Die 16-jährige Schülerin Miriam merkt in ihrem Umfeld, dass immer mehr Junge rechts wählen und Videos auf TikTok dazu schauen und kommentieren. „Es heißt dort, Ausländer sind an allem schuld. Sogar ich bekomm solche Videos eingespielt, obwohl ich gar nicht in die Richtung geh.“ Sie tendiere eher zu den Grünen, weil ihr Klimaschutz wichtig ist. Die Geschwister Karoline (18) und Leonhard (21) aus Judenburg würden es gut finden, wenn alle Parteien in den Sozialen Medien einfach ihre Inhalte kommunizieren. „In den Wahlprogrammen ist es für mich schwer zu navigieren, die konkreten Pläne sind oft vergraben“, findet Leonhard; er studiert Physik an der Technischen Uni Graz. Seine Schwester, die bald Matura macht, würde sich selbst und ihre Freund:innen als politikinteressiert beschreiben. „Man versucht sich, so gut es geht, zu informieren und sich eine Meinung zu bilden, aber oft fehlt einem als junger Mensch Hintergrundwissen.“ Man verliere leicht einmal den Überblick über das Geschehen rund um Politik und die Parteien, Wissen werde in Artikeln etwa oft vorausgesetzt, sagt Karoline.
Sind die Parteien unterschiedlich stark in den Sozialen Medien vertreten, bekommen junge Wähler:innen Informationen schwer oder nur von einer Seite, warnt Experte Eberl. „Es ist demokratiepolitisch fragwürdig, keine Strategie auf der Plattform zu haben, auf der sich junge Menschen ihre Informationen holen.“ Über die Sozialen Medien können vorhandene Meinungen und Zweifel gestärkt werden, weiß Eberl. Gerade bei Jungen funktioniere das gut, weil sie in ihren Einstellungen noch nicht verfestigt sind. Die Präsenz bestimmter Parteien auf TikTok könne „das Zünglein an der Waage sein“.

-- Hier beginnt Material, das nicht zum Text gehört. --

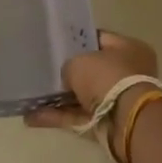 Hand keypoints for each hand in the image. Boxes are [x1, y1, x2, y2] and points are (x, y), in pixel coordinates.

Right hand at [24, 30, 159, 129]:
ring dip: (59, 99)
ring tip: (32, 97)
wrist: (126, 120)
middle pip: (92, 70)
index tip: (57, 43)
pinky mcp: (107, 123)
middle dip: (69, 73)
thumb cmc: (106, 77)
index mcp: (129, 49)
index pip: (100, 39)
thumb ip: (69, 66)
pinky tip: (32, 116)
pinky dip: (58, 117)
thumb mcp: (80, 61)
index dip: (77, 41)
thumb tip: (67, 78)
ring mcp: (117, 100)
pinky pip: (78, 117)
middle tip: (45, 71)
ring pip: (83, 96)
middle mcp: (128, 73) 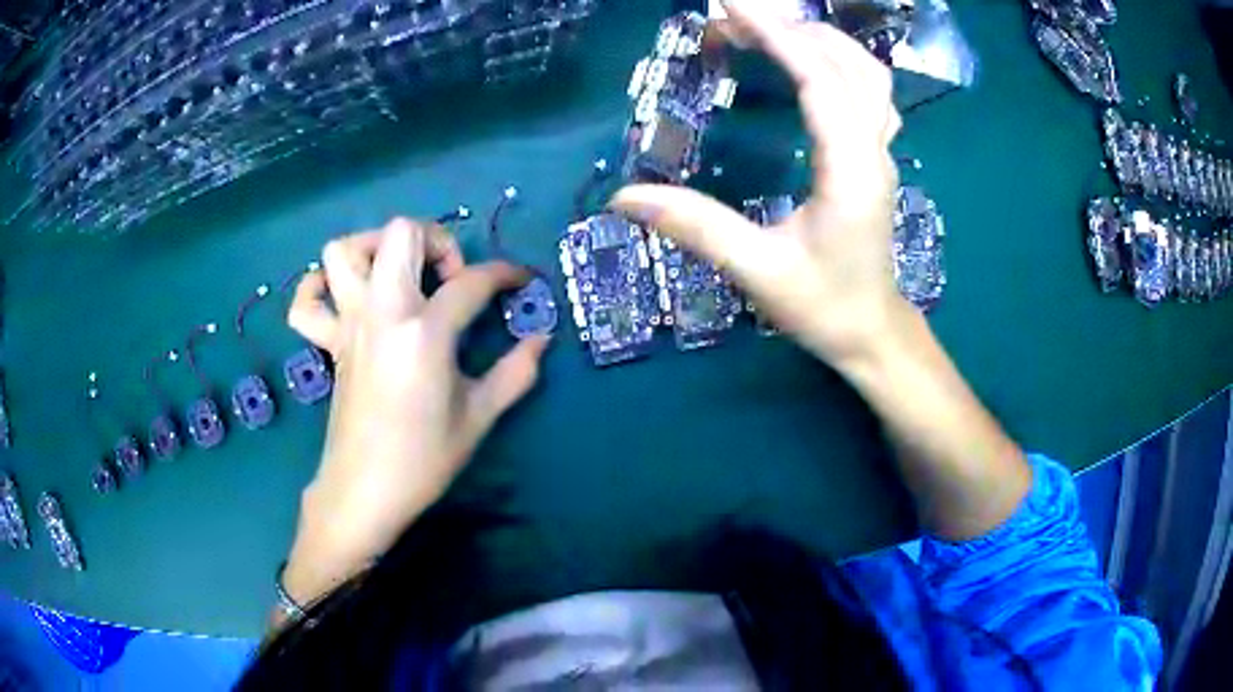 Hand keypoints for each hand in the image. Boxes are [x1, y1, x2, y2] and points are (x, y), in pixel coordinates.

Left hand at [280, 219, 548, 607]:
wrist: (365, 492)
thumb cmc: (423, 459)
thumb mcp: (479, 417)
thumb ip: (516, 372)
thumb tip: (541, 339)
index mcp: (423, 332)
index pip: (471, 281)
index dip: (506, 274)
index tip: (522, 281)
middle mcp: (381, 312)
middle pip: (401, 234)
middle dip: (436, 239)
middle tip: (452, 277)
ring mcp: (348, 324)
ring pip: (344, 251)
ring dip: (374, 247)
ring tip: (399, 275)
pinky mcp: (329, 342)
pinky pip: (307, 301)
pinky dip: (319, 286)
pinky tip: (343, 297)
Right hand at [612, 1, 907, 366]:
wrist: (872, 333)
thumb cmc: (823, 307)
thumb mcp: (758, 273)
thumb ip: (697, 228)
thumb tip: (621, 198)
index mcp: (851, 171)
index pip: (819, 80)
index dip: (776, 35)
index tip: (729, 5)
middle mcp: (875, 150)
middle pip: (847, 64)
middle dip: (789, 29)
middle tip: (729, 18)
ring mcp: (882, 152)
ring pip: (866, 73)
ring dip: (818, 40)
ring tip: (765, 31)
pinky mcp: (877, 157)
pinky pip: (868, 92)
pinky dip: (837, 62)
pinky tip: (807, 62)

Skandale? „Hat ja jede Partei“
Die FPÖ hole ihn als jungen Menschen halt gut ab, meint etwa ein 21-jähriger Obersteirer. „Manch andere Parteien umwerben eher Pensionisten und Arbeiter.“ Der Maschinenbaustudent will anonym bleiben, weil er fürchtet, stigmatisiert zu werden. Er wählt die FPÖ, weil sie gegen ein Leitspital in Liezen ist und er Angst hat, dass seine Gegend mit nur einem Krankenhaus nicht mehr genügend versorgt ist. Die Ermittlungen im Finanzskandal rund um die steirische FPÖ im Zusammenhang mit angeblichen Veruntreuungen in Millionenhöhe (siehe „Infos & Quellen“) ändere für ihn nichts. „Jede Partei hat ihre speziellen Skandale.“ Ein 29-jähriger Steirer kann noch andere Gründe aufzählen, warum er sein Kreuzerl bei den Blauen setzt: Teils sei es für ihn ein Protest gegen die kommende Dreierkoalition auf Bundesebene. Außerdem habe sich die FPÖ gegen die Stigmatisierung von Ungeimpften eingesetzt und spreche aus, dass Migration nicht mehr so „ungeregelt“ weitergehen könne.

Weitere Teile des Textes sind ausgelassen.